I've been using emulators for a number of months for gaming (Wizardry, Nox Archaist) and programming (Applesoft & Assembly, just starting out).  I've gotten interested in upgrading/sidegrading to use actual hardware.  I'm a little torn between getting a IIe and a IIgs.  I'm trying to keep my expenses somewhat under control.  A IIgs by itself seems somewhat affordable, but monitor/keyboard/drives can get pricy depending on the details.

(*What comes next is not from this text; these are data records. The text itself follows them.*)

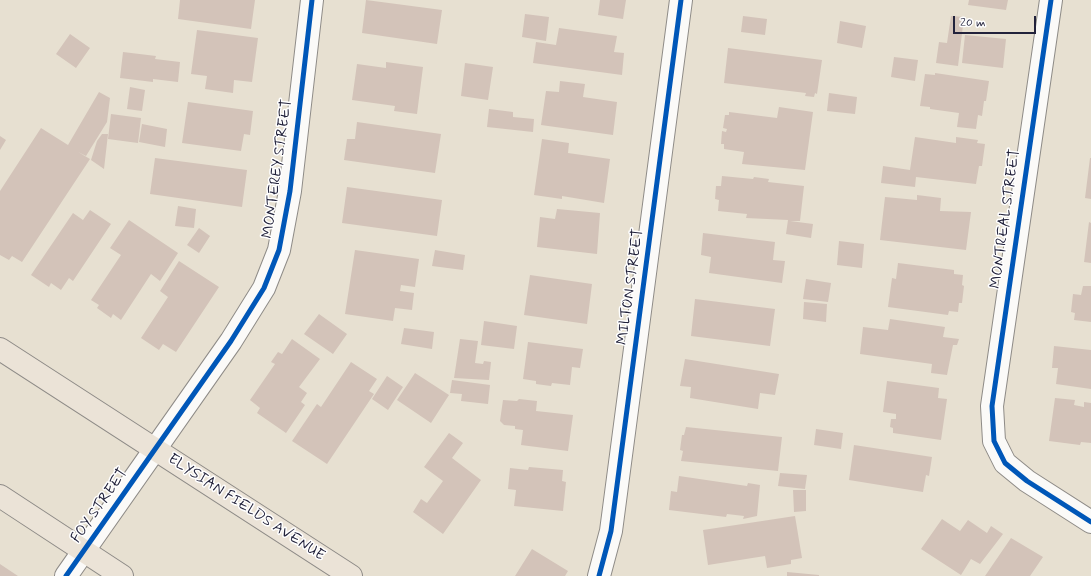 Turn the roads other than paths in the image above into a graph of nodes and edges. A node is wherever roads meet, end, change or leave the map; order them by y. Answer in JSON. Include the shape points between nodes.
{"nodes":[{"id":1,"x":312,"y":0,"type":"edge"},
{"id":2,"x":681,"y":0,"type":"edge"},
{"id":3,"x":1051,"y":0,"type":"edge"},
{"id":4,"x":0,"y":349,"type":"edge"},
{"id":5,"x":154,"y":450,"type":"junction"},
{"id":6,"x":0,"y":496,"type":"edge"},
{"id":7,"x":1091,"y":522,"type":"edge"},
{"id":8,"x":83,"y":551,"type":"junction"},
{"id":9,"x":66,"y":576,"type":"edge"},
{"id":10,"x":122,"y":576,"type":"edge"},
{"id":11,"x":352,"y":576,"type":"edge"},
{"id":12,"x":600,"y":576,"type":"edge"}],
"edges":[{"from":1,"to":5,"type":"street","name":"MONTEREY STREET","via":[[290,191],[279,250],[264,288],[232,341]]},
{"from":2,"to":12,"type":"street","name":"MILTON STREET","via":[[611,531]]},
{"from":3,"to":7,"type":"street","name":"MONTREAL STREET","via":[[992,406],[994,441],[1005,463],[1027,481]]},
{"from":4,"to":5,"type":"main road","name":"ELYSIAN FIELDS AVENUE"},
{"from":5,"to":8,"type":"street","name":"FOY STREET"},
{"from":5,"to":11,"type":"main road","name":"ELYSIAN FIELDS AVENUE"},
{"from":6,"to":8,"type":"main road"},
{"from":8,"to":9,"type":"street","name":"FOY STREET"},
{"from":8,"to":10,"type":"main road"}]} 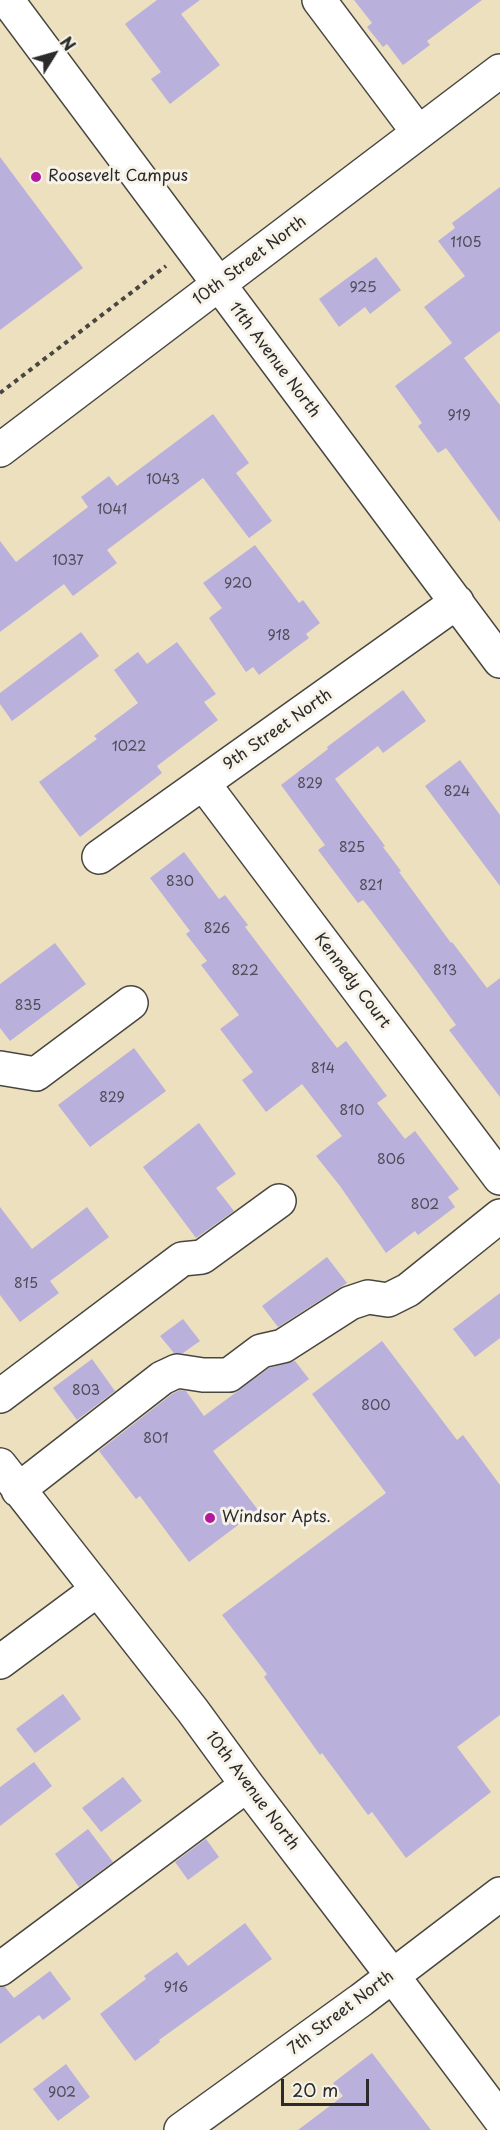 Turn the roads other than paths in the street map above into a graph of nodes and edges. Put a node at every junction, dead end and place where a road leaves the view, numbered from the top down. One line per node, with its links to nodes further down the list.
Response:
1 (6, 0): 5 (street, 11th Avenue North)
2 (319, 0): 4 (street)
3 (500, 71): 4 (street, 10th Street North)
4 (418, 132): 5 (street, 10th Street North)
5 (218, 285): 6 (street, 10th Street North); 7 (street, 11th Avenue North)
6 (0, 450)
7 (457, 602): 8 (street, 11th Avenue North); 9 (street, 9th Street North)
8 (500, 661)
9 (203, 783): 10 (street, 9th Street North); 13 (street, Kennedy Court)
10 (99, 857)
11 (131, 1003): 12 (street)
12 (0, 1068)
13 (500, 1178)
14 (279, 1201): 16 (street)
15 (500, 1216): 17 (street)
16 (0, 1396)
17 (9, 1477): 18 (street, 10th Avenue North)
18 (97, 1590): 19 (street); 20 (street, 10th Avenue North)
19 (0, 1662)
20 (247, 1785): 22 (street); 23 (street, 10th Avenue North)
21 (500, 1894): 23 (street, 7th Street North)
22 (0, 1969)
23 (392, 1975): 24 (street, 10th Avenue North); 25 (street, 7th Street North)
24 (500, 2120)
25 (181, 2130) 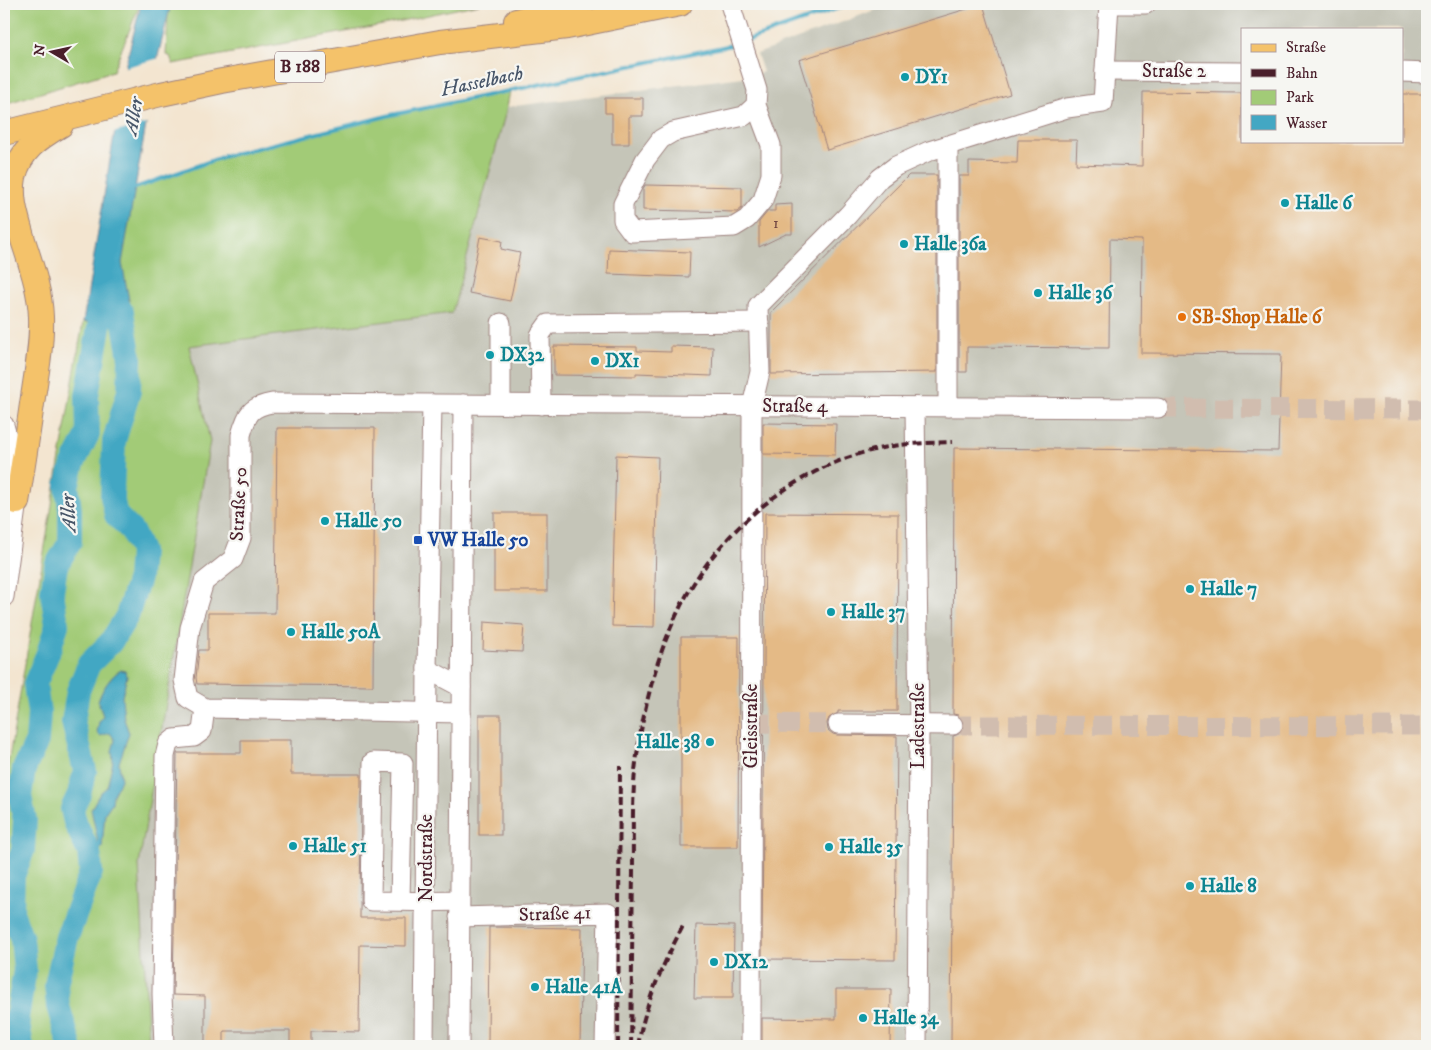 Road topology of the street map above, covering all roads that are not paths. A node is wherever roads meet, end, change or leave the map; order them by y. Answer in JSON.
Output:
{"nodes":[{"id":1,"x":579,"y":4,"type":"edge"},
{"id":2,"x":679,"y":4,"type":"edge"},
{"id":3,"x":730,"y":4,"type":"edge"},
{"id":4,"x":1146,"y":4,"type":"edge"},
{"id":5,"x":440,"y":42,"type":"junction"},
{"id":6,"x":1105,"y":71,"type":"junction"},
{"id":7,"x":1241,"y":72,"type":"edge"},
{"id":8,"x":1404,"y":72,"type":"edge"},
{"id":9,"x":1427,"y":73,"type":"edge"},
{"id":10,"x":756,"y":105,"type":"junction"},
{"id":11,"x":80,"y":115,"type":"junction"},
{"id":12,"x":6,"y":132,"type":"edge"},
{"id":13,"x":948,"y":146,"type":"junction"},
{"id":14,"x":758,"y":322,"type":"junction"},
{"id":15,"x":502,"y":323,"type":"dead end"},
{"id":16,"x":432,"y":404,"type":"junction"},
{"id":17,"x":463,"y":404,"type":"junction"},
{"id":18,"x":501,"y":404,"type":"junction"},
{"id":19,"x":541,"y":405,"type":"junction"},
{"id":20,"x":752,"y":406,"type":"junction"},
{"id":21,"x":914,"y":407,"type":"junction"},
{"id":22,"x":948,"y":407,"type":"junction"},
{"id":23,"x":1158,"y":408,"type":"tunnel mouth"},
{"id":24,"x":4,"y":425,"type":"edge"},
{"id":25,"x":11,"y":511,"type":"edge"},
{"id":26,"x":4,"y":597,"type":"edge"},
{"id":27,"x":427,"y":669,"type":"junction"},
{"id":28,"x":461,"y":687,"type":"junction"},
{"id":29,"x":204,"y":708,"type":"junction"},
{"id":30,"x":427,"y":712,"type":"junction"},
{"id":31,"x":461,"y":712,"type":"junction"},
{"id":32,"x":838,"y":724,"type":"tunnel mouth"},
{"id":33,"x":919,"y":725,"type":"junction"},
{"id":34,"x":953,"y":725,"type":"tunnel mouth"},
{"id":35,"x":400,"y":901,"type":"junction"},
{"id":36,"x":425,"y":902,"type":"junction"},
{"id":37,"x":459,"y":909,"type":"junction"},
{"id":38,"x":164,"y":1046,"type":"edge"},
{"id":39,"x":424,"y":1046,"type":"edge"},
{"id":40,"x":459,"y":1046,"type":"edge"},
{"id":41,"x":605,"y":1046,"type":"edge"},
{"id":42,"x":752,"y":1046,"type":"edge"},
{"id":43,"x":917,"y":1046,"type":"edge"}],
"edges":[{"from":1,"to":5,"type":"main road","number":"B 188"},
{"from":2,"to":5,"type":"main road","number":"B 188"},
{"from":3,"to":10,"type":"street"},
{"from":4,"to":6,"type":"street"},
{"from":5,"to":11,"type":"main road","number":"B 188"},
{"from":6,"to":7,"type":"street","name":"Straße 2"},
{"from":6,"to":13,"type":"street","name":"Gleisstraße"},
{"from":8,"to":9,"type":"street"},
{"from":10,"to":10,"type":"street"},
{"from":11,"to":12,"type":"main road","number":"B 188"},
{"from":11,"to":25,"type":"main road"},
{"from":13,"to":14,"type":"street","name":"Gleisstraße"},
{"from":13,"to":22,"type":"street"},
{"from":14,"to":19,"type":"street"},
{"from":14,"to":20,"type":"street","name":"Gleisstraße"},
{"from":15,"to":18,"type":"street"},
{"from":16,"to":17,"type":"street","name":"Straße 4"},
{"from":16,"to":27,"type":"street","name":"Nordstraße"},
{"from":16,"to":29,"type":"street","name":"Straße 50"},
{"from":17,"to":18,"type":"street","name":"Straße 4"},
{"from":17,"to":28,"type":"street","name":"Nordstraße"},
{"from":18,"to":19,"type":"street","name":"Straße 4"},
{"from":19,"to":20,"type":"street","name":"Straße 4"},
{"from":20,"to":21,"type":"street","name":"Straße 4"},
{"from":20,"to":42,"type":"street","name":"Gleisstraße"},
{"from":21,"to":22,"type":"street","name":"Straße 4"},
{"from":21,"to":33,"type":"street","name":"Ladestraße"},
{"from":22,"to":23,"type":"street","name":"Straße 4"},
{"from":24,"to":25,"type":"street"},
{"from":25,"to":26,"type":"street"},
{"from":27,"to":28,"type":"street"},
{"from":27,"to":30,"type":"street","name":"Nordstraße"},
{"from":28,"to":31,"type":"street","name":"Nordstraße"},
{"from":29,"to":30,"type":"street"},
{"from":29,"to":38,"type":"street"},
{"from":30,"to":31,"type":"street"},
{"from":30,"to":36,"type":"street","name":"Nordstraße"},
{"from":31,"to":37,"type":"street","name":"Nordstraße"},
{"from":32,"to":33,"type":"street"},
{"from":33,"to":34,"type":"street"},
{"from":33,"to":43,"type":"street","name":"Ladestraße"},
{"from":35,"to":35,"type":"street"},
{"from":35,"to":36,"type":"street"},
{"from":36,"to":37,"type":"street"},
{"from":36,"to":39,"type":"street","name":"Nordstraße"},
{"from":37,"to":40,"type":"street","name":"Nordstraße"},
{"from":37,"to":41,"type":"street","name":"Straße 41"}]}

That leads to my actual question.  If I got a IIgs and a monitor that support composite/vga/hdmi (specifically, I'm thinking of the one sold by Reactive Micro), with the plan of using it only via composite at first, then eventually upgrading to a VGA/HDMI card, could I expect good results when using 8 bit software (specifically Merlin, Applesoft Basic, Nox Archaist and Wizardry)?  Based on what I've read I assume that I won't get good results with 16 bit software, but I'd be fine with treating a IIgs as an accelerated IIe with a detached keyboard for a while, if my plan for a monitor works.

If anyone has any experience with that specific monitor, I'm also curious if you get good results using a Commodore 64/128.  My dream setup would be a 128 + a IIgs, and I'd like one smaller monitor that can ultimately be used for everything.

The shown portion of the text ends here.